## EXERCISE INSTRUCTIONS
Track down every line below that holds "curves" and copy it.

━━━ MATERIAL FOR THIS TASK

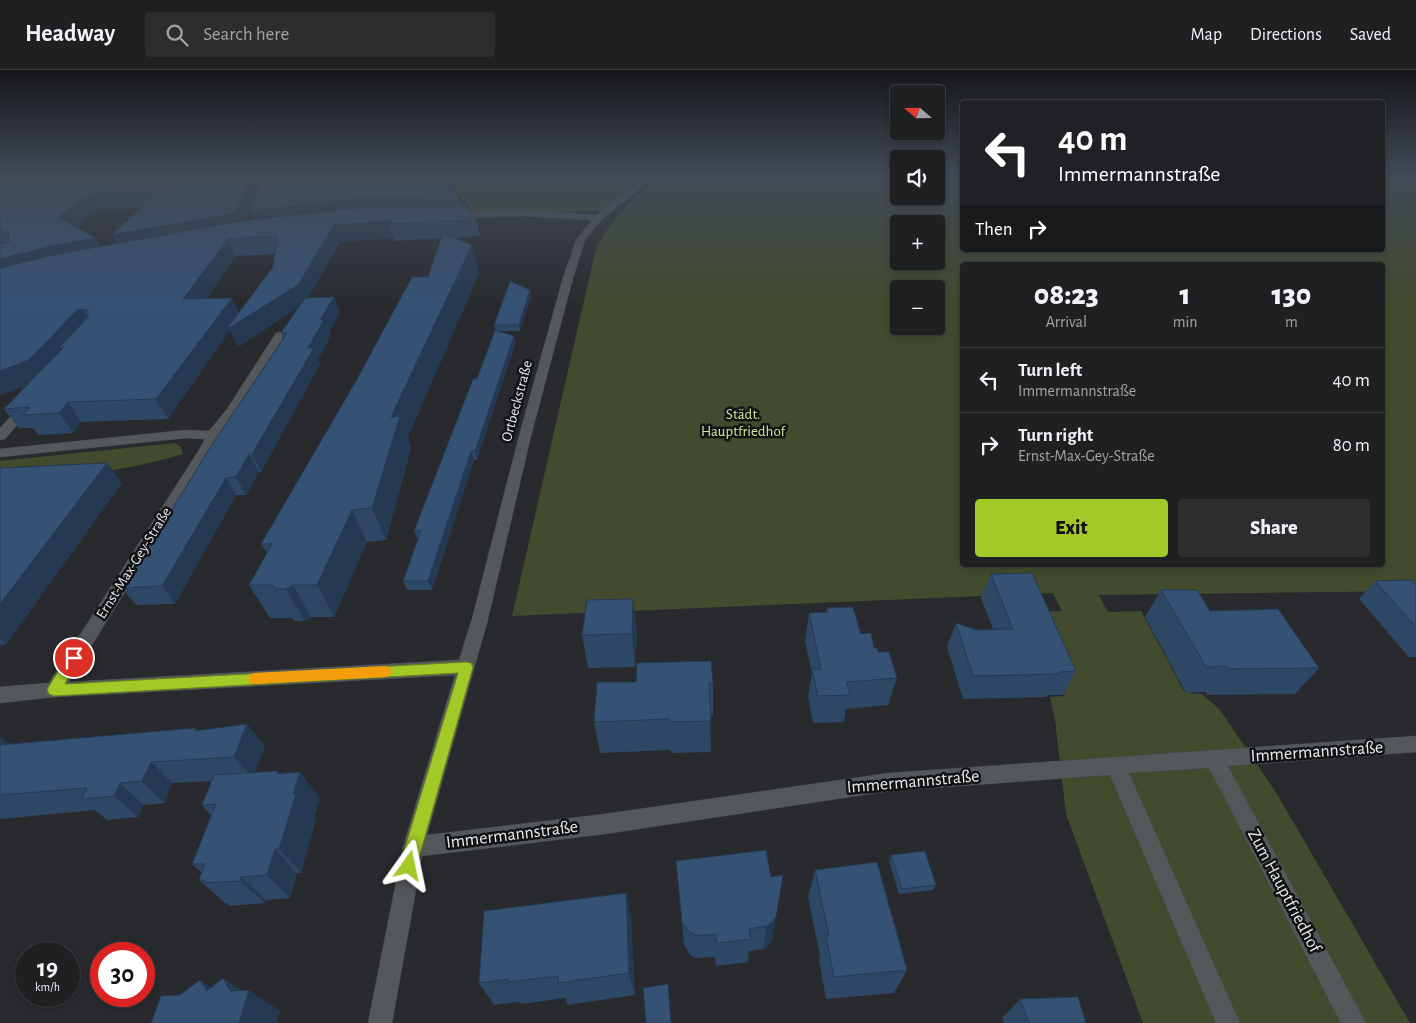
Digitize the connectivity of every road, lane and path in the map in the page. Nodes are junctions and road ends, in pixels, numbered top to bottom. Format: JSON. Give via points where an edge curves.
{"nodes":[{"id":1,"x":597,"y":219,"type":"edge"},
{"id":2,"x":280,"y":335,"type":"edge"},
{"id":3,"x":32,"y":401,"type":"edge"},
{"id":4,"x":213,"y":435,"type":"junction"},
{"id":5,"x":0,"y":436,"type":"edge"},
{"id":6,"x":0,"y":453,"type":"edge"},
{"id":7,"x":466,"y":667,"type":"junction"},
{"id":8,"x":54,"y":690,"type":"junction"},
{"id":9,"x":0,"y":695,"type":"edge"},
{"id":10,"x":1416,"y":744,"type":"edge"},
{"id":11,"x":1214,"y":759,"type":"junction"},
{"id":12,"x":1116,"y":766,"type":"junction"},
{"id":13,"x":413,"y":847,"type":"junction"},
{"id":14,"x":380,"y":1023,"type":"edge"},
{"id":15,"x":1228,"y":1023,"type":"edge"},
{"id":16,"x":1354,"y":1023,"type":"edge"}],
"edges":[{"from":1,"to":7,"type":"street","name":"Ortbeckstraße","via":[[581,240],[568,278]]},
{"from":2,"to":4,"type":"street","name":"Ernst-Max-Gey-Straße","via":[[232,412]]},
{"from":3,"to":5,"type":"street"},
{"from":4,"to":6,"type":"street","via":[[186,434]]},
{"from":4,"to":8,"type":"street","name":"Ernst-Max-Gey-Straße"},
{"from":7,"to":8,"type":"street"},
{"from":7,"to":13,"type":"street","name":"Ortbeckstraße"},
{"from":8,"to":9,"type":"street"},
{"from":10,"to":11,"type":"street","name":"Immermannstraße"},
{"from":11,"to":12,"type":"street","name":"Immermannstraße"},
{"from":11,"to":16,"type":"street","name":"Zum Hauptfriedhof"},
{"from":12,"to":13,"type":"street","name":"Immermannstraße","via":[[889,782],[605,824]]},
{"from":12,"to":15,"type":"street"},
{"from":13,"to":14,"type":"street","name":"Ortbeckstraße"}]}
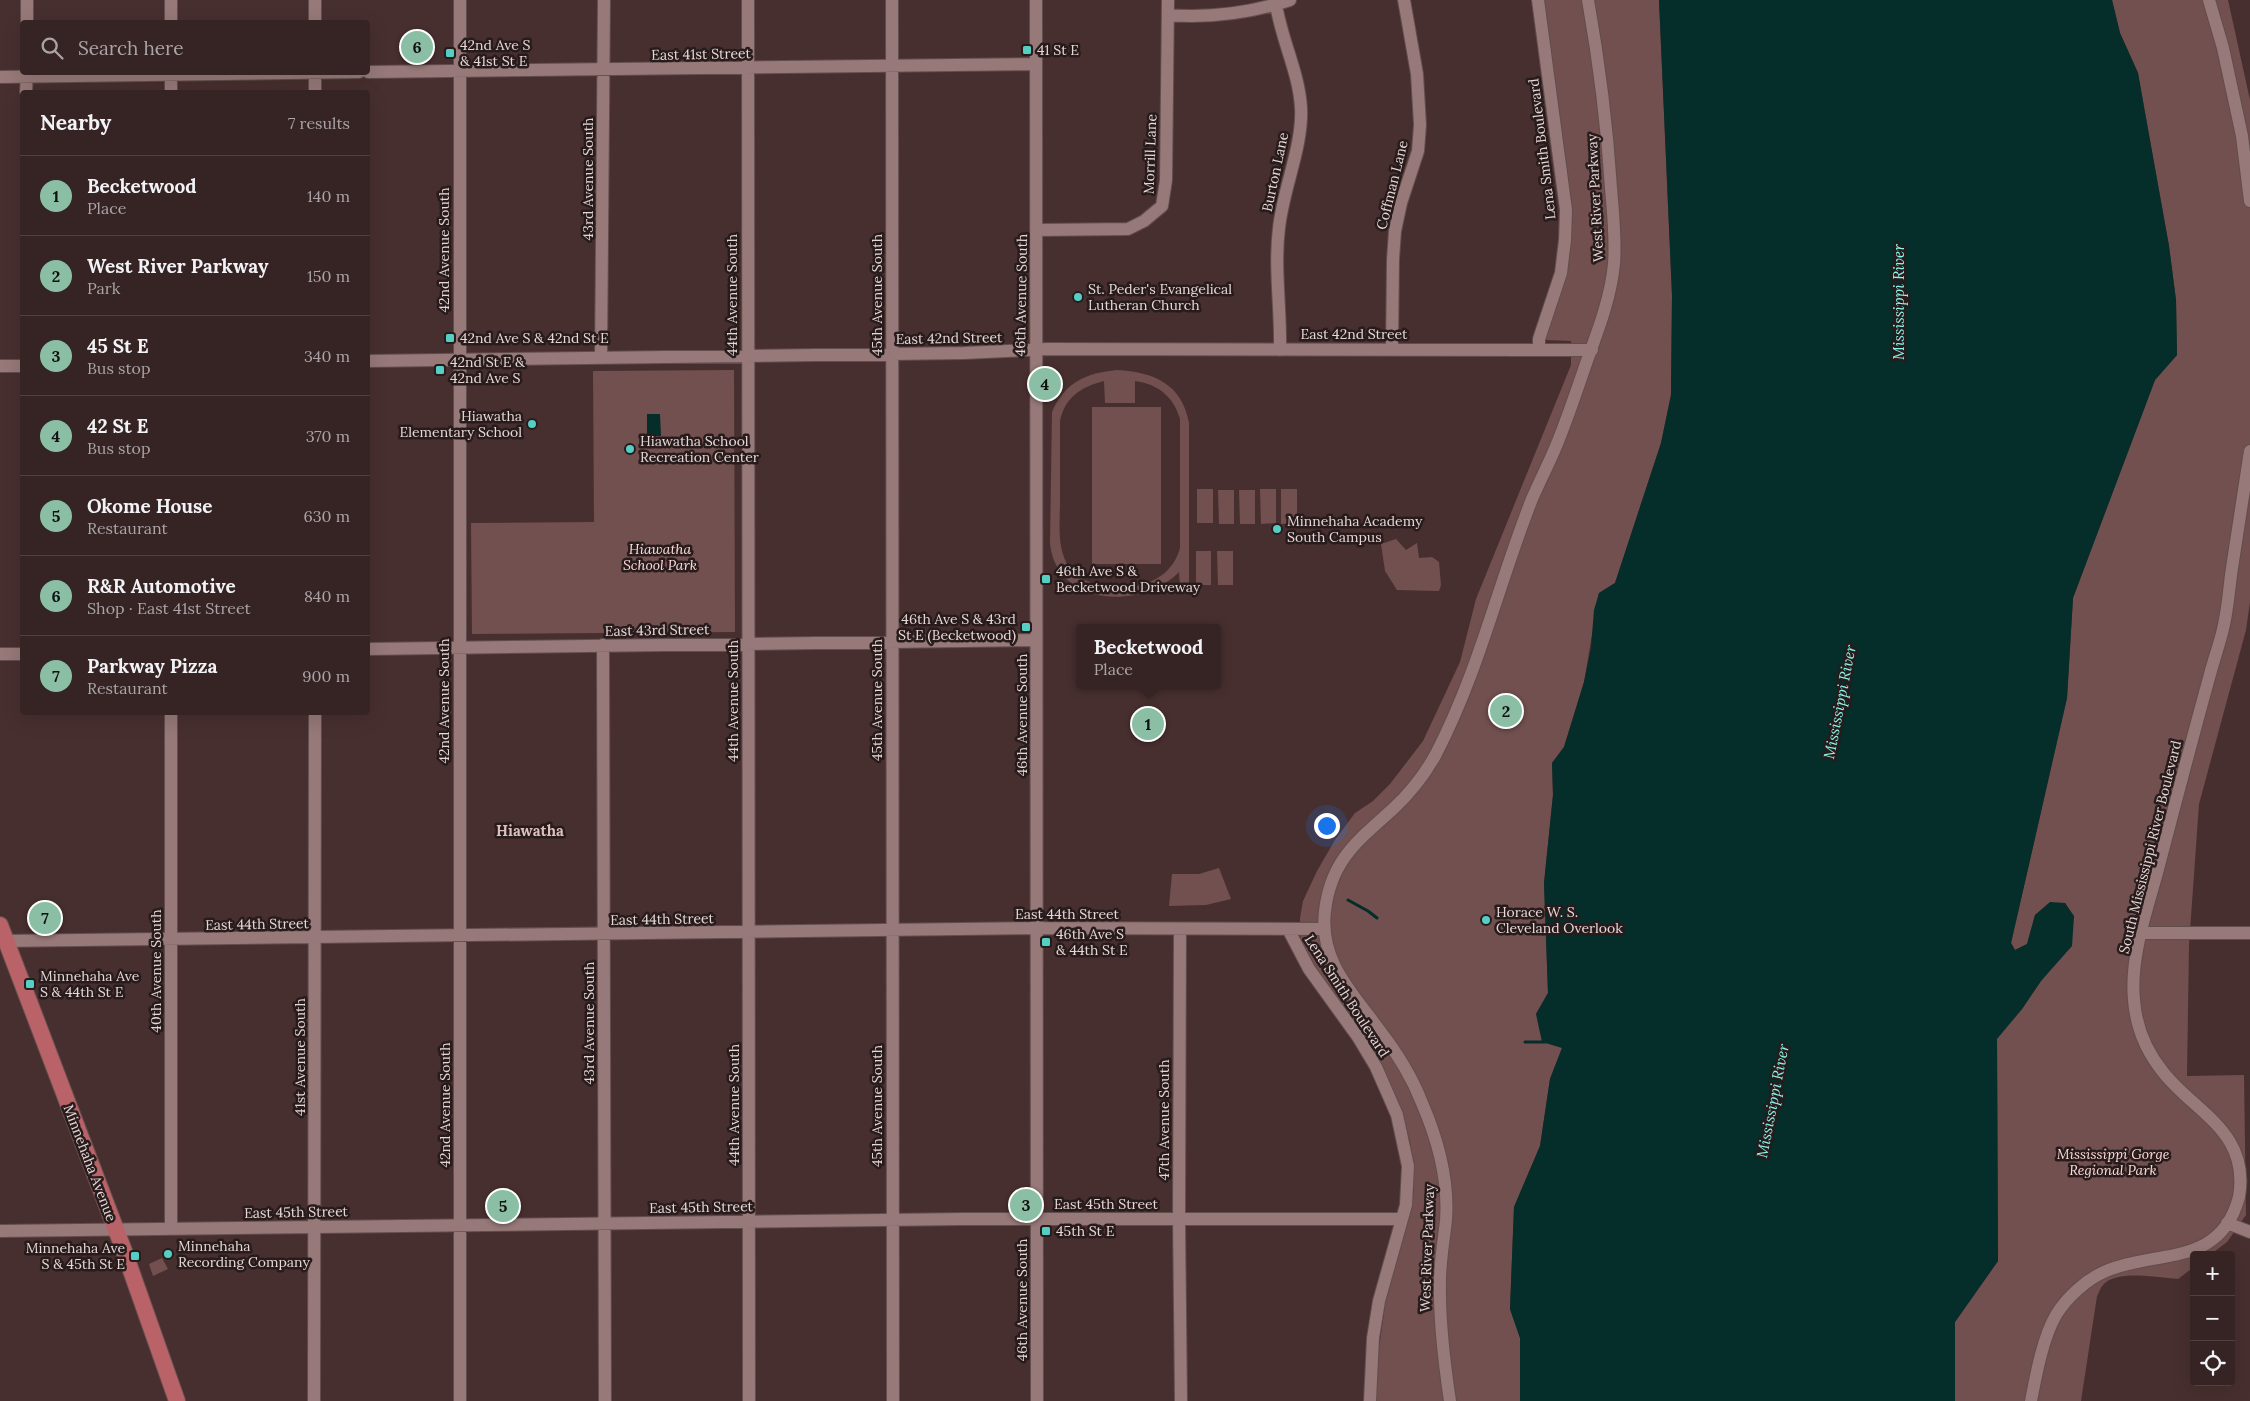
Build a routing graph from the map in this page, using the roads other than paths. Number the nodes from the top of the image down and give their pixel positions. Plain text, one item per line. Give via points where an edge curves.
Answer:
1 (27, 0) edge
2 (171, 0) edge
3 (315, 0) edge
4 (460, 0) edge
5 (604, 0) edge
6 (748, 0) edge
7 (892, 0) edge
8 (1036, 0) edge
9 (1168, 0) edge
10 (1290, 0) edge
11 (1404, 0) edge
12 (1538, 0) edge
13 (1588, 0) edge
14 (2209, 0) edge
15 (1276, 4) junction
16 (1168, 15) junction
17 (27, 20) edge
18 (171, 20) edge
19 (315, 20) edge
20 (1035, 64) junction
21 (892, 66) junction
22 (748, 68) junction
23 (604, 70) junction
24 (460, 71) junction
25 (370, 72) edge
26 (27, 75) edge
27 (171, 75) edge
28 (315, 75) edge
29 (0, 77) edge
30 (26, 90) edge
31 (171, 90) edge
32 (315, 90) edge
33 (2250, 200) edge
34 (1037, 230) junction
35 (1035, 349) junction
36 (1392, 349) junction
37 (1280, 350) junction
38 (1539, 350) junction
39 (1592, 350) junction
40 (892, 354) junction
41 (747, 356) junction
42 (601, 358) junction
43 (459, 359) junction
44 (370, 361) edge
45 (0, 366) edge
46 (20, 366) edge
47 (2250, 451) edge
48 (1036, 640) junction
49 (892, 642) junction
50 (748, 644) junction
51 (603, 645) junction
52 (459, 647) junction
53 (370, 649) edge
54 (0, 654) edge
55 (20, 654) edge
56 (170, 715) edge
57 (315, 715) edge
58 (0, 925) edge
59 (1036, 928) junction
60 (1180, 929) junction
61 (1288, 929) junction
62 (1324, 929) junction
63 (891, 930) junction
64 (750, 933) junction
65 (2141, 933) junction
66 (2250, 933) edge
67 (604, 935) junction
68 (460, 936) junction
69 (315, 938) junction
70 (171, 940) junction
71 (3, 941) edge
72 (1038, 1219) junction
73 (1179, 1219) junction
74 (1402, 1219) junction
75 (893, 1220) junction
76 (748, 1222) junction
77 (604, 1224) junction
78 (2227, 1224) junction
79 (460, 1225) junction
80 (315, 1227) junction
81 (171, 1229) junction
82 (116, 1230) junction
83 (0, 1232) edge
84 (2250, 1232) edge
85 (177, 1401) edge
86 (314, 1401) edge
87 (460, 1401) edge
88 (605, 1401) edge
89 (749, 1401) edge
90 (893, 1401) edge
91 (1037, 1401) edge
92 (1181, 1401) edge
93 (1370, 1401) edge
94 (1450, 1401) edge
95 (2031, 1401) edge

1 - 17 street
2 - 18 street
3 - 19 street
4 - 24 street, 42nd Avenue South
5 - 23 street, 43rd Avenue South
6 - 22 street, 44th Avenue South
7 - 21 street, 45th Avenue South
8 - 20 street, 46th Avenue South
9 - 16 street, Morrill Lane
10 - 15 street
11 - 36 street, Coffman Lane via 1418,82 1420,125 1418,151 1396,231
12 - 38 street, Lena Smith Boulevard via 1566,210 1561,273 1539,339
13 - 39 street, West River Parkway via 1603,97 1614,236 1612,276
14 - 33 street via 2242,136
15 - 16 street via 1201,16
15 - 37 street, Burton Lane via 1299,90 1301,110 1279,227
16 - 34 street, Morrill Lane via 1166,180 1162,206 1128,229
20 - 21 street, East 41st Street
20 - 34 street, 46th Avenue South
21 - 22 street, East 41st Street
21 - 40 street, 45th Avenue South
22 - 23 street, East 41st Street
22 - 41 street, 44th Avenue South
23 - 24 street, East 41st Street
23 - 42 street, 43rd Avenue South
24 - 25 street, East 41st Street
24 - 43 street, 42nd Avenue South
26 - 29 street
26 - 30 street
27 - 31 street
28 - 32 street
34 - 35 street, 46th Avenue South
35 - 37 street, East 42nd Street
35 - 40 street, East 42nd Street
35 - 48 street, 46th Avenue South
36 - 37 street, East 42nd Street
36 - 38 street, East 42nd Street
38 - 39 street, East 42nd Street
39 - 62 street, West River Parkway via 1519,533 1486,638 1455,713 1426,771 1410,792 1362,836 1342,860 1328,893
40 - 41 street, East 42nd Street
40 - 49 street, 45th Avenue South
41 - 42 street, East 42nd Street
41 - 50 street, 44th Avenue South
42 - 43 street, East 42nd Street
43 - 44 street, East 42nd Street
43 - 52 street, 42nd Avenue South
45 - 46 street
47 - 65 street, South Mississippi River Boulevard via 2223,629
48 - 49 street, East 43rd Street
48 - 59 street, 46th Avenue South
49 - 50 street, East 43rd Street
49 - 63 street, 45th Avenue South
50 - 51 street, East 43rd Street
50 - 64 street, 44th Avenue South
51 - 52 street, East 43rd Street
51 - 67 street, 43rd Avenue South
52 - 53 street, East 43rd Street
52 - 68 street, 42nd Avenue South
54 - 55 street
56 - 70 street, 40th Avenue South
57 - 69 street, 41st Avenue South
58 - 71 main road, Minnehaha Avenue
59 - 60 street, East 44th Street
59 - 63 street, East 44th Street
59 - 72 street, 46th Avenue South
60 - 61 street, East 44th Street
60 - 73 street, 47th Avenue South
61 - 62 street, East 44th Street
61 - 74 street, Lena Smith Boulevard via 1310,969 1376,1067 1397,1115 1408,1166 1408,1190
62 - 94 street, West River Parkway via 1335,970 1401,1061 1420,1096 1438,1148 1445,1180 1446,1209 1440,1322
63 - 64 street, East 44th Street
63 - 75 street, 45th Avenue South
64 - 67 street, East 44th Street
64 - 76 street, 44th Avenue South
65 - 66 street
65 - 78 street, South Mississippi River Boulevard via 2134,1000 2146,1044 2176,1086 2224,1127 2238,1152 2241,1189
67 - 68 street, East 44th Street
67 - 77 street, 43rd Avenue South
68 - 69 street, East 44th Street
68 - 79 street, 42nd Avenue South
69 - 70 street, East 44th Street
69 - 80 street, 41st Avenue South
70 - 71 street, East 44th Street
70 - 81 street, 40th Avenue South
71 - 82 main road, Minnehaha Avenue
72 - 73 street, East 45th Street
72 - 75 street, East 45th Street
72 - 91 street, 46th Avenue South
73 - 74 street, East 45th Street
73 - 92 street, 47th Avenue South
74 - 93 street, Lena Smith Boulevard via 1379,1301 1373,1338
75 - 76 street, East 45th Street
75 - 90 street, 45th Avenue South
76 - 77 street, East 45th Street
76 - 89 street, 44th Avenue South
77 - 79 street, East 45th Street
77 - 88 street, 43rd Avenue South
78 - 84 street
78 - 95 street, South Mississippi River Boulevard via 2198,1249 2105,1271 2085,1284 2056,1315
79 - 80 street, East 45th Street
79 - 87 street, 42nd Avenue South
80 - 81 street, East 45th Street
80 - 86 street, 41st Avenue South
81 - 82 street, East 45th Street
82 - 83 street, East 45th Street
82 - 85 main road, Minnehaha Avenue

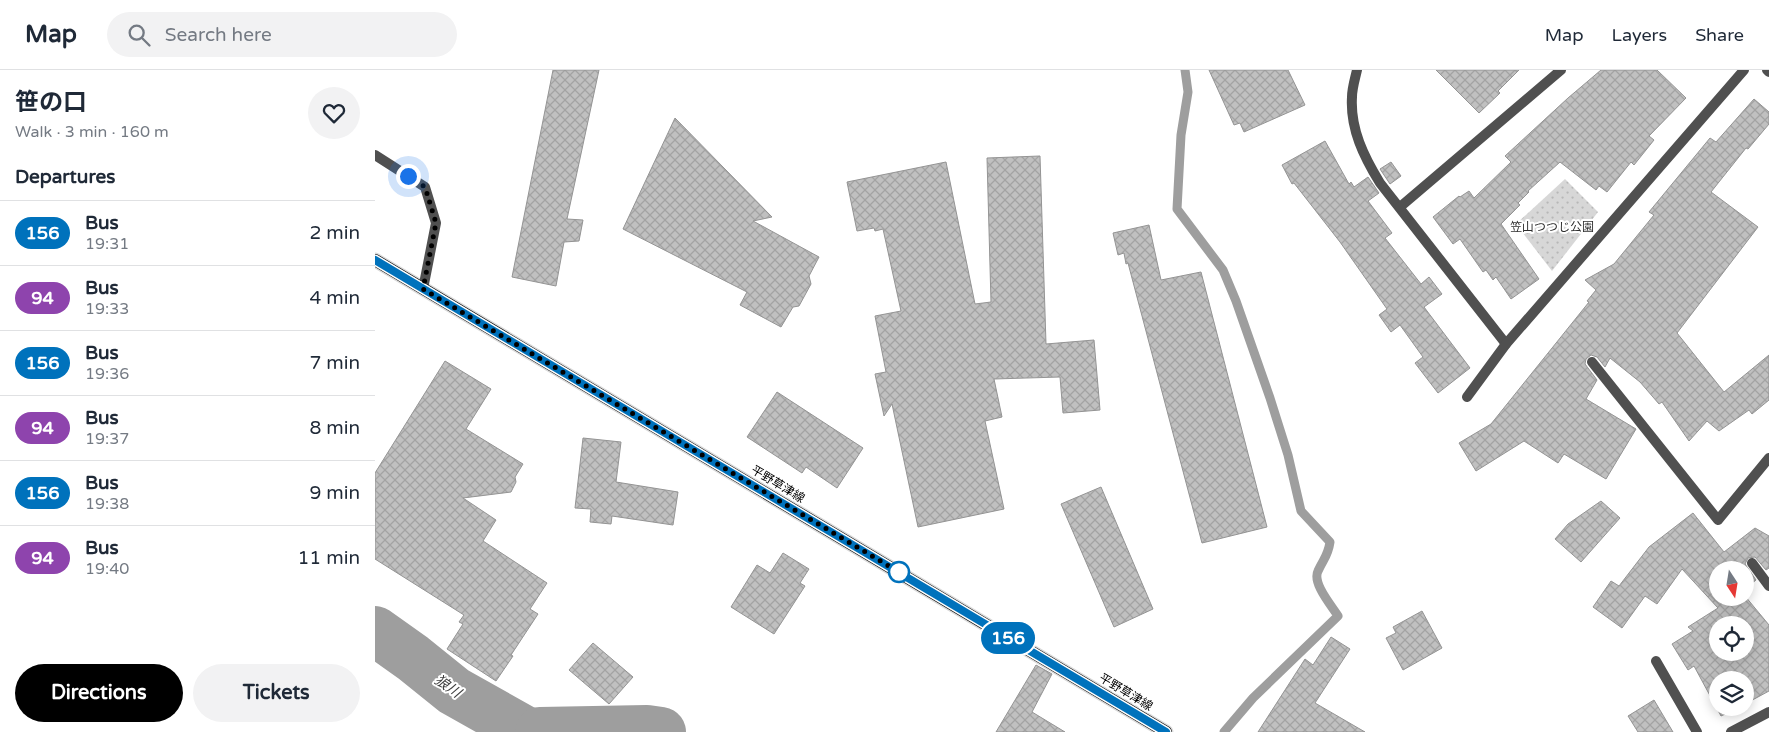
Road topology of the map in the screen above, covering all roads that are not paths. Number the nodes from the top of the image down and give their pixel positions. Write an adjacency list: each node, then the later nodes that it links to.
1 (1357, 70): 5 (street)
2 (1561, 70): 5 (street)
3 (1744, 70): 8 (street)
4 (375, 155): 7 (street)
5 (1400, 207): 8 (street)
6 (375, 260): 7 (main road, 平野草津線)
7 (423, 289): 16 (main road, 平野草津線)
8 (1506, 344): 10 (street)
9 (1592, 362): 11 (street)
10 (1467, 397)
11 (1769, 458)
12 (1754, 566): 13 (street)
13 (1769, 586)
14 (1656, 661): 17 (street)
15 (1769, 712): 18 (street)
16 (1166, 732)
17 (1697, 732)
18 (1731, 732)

━━━━━━

## OUTPUT FOR THIS TASK
Digitize the connectivity of every road, lane and path in the map in the page. Nodes are junctions and road ends, in pixels, numbered top to bottom. Format: JSON. Give via points where an edge curves.
Build a routing graph from the map in this page, using the roads other than paths. Number the nodes from the top of the image down and give their pixel positions. Plain text, one item per line. Give via points where an edge curves.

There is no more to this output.